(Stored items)
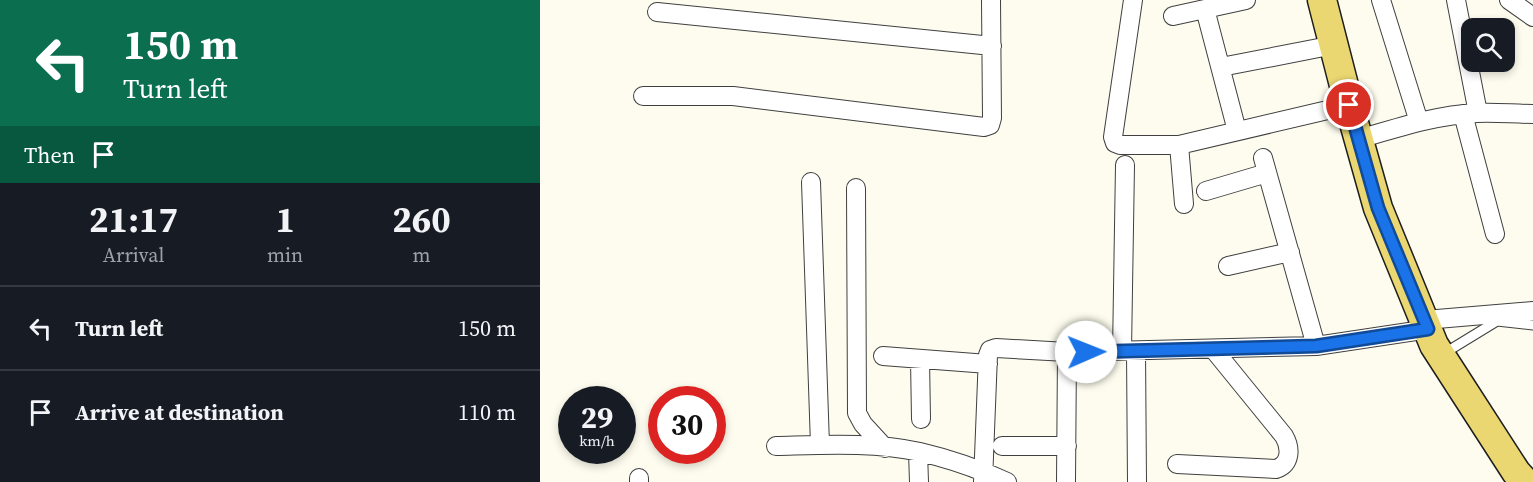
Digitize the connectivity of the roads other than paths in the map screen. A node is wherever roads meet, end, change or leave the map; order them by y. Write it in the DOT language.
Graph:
graph roads {
  1 [pos="992,0"];
  2 [pos="1133,0"];
  3 [pos="1246,0"];
  4 [pos="1322,0"];
  5 [pos="1381,0"];
  6 [pos="1456,0"];
  7 [pos="1509,0"];
  8 [pos="1205,9"];
  9 [pos="657,12"];
  10 [pos="1173,16"];
  11 [pos="1533,17"];
  12 [pos="1334,45"];
  13 [pos="992,46"];
  14 [pos="1221,67"];
  15 [pos="643,96"];
  16 [pos="1349,105"];
  17 [pos="1471,113"];
  18 [pos="1533,114"];
  19 [pos="1419,122"];
  20 [pos="1237,131"];
  21 [pos="1359,139"];
  22 [pos="1179,144"];
  23 [pos="1125,165"];
  24 [pos="811,182"];
  25 [pos="856,188"];
  26 [pos="1206,191"];
  27 [pos="1184,204"];
  28 [pos="1495,234"];
  29 [pos="1290,252"];
  30 [pos="1228,266"];
  31 [pos="1533,311"];
  32 [pos="1426,325"];
  33 [pos="1533,325"];
  34 [pos="1316,346"];
  35 [pos="1214,350"];
  36 [pos="1129,351"];
  37 [pos="1067,352"];
  38 [pos="883,356"];
  39 [pos="1441,356"];
  40 [pos="920,359"];
  41 [pos="988,364"];
  42 [pos="921,419"];
  43 [pos="820,445"];
  44 [pos="776,446"];
  45 [pos="1002,446"];
  46 [pos="1066,446"];
  47 [pos="885,448"];
  48 [pos="918,452"];
  49 [pos="1177,464"];
  50 [pos="982,476"];
  51 [pos="919,482"];
  52 [pos="1007,482"];
  53 [pos="1066,482"];
  54 [pos="1137,482"];
  55 [pos="1525,482"];
  1 -- 13 [label="street"];
  2 -- 22 [label="street"];
  3 -- 8 [label="street"];
  4 -- 12 [label="main road"];
  5 -- 19 [label="street"];
  6 -- 17 [label="street"];
  7 -- 11 [label="street"];
  8 -- 10 [label="street"];
  8 -- 14 [label="street"];
  9 -- 13 [label="street"];
  12 -- 14 [label="street"];
  12 -- 16 [label="main road"];
  13 -- 15 [label="street"];
  14 -- 20 [label="street"];
  16 -- 20 [label="street"];
  16 -- 21 [label="main road"];
  17 -- 18 [label="street"];
  17 -- 19 [label="street"];
  17 -- 28 [label="street"];
  19 -- 21 [label="street"];
  20 -- 22 [label="street"];
  21 -- 32 [label="main road"];
  22 -- 27 [label="street"];
  23 -- 36 [label="street"];
  24 -- 43 [label="street"];
  25 -- 47 [label="street"];
  26 -- 29 [label="street"];
  29 -- 30 [label="street"];
  29 -- 34 [label="street"];
  31 -- 32 [label="street"];
  32 -- 34 [label="street"];
  32 -- 39 [label="main road"];
  33 -- 39 [label="lane"];
  34 -- 35 [label="street"];
  35 -- 36 [label="street"];
  35 -- 49 [label="street"];
  36 -- 37 [label="street"];
  36 -- 54 [label="street"];
  37 -- 41 [label="street"];
  37 -- 46 [label="street"];
  38 -- 40 [label="street"];
  39 -- 55 [label="main road"];
  40 -- 41 [label="street"];
  40 -- 42 [label="street"];
  41 -- 50 [label="street"];
  43 -- 44 [label="street"];
  43 -- 47 [label="street"];
  45 -- 46 [label="street"];
  46 -- 53 [label="street"];
  47 -- 48 [label="street"];
  48 -- 50 [label="street"];
  48 -- 51 [label="street"];
  50 -- 52 [label="street"];
}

> [Problem to solve]
Count the lines in the records above that hold the word "main", and give only that number.

> [Answer to the exercise]
6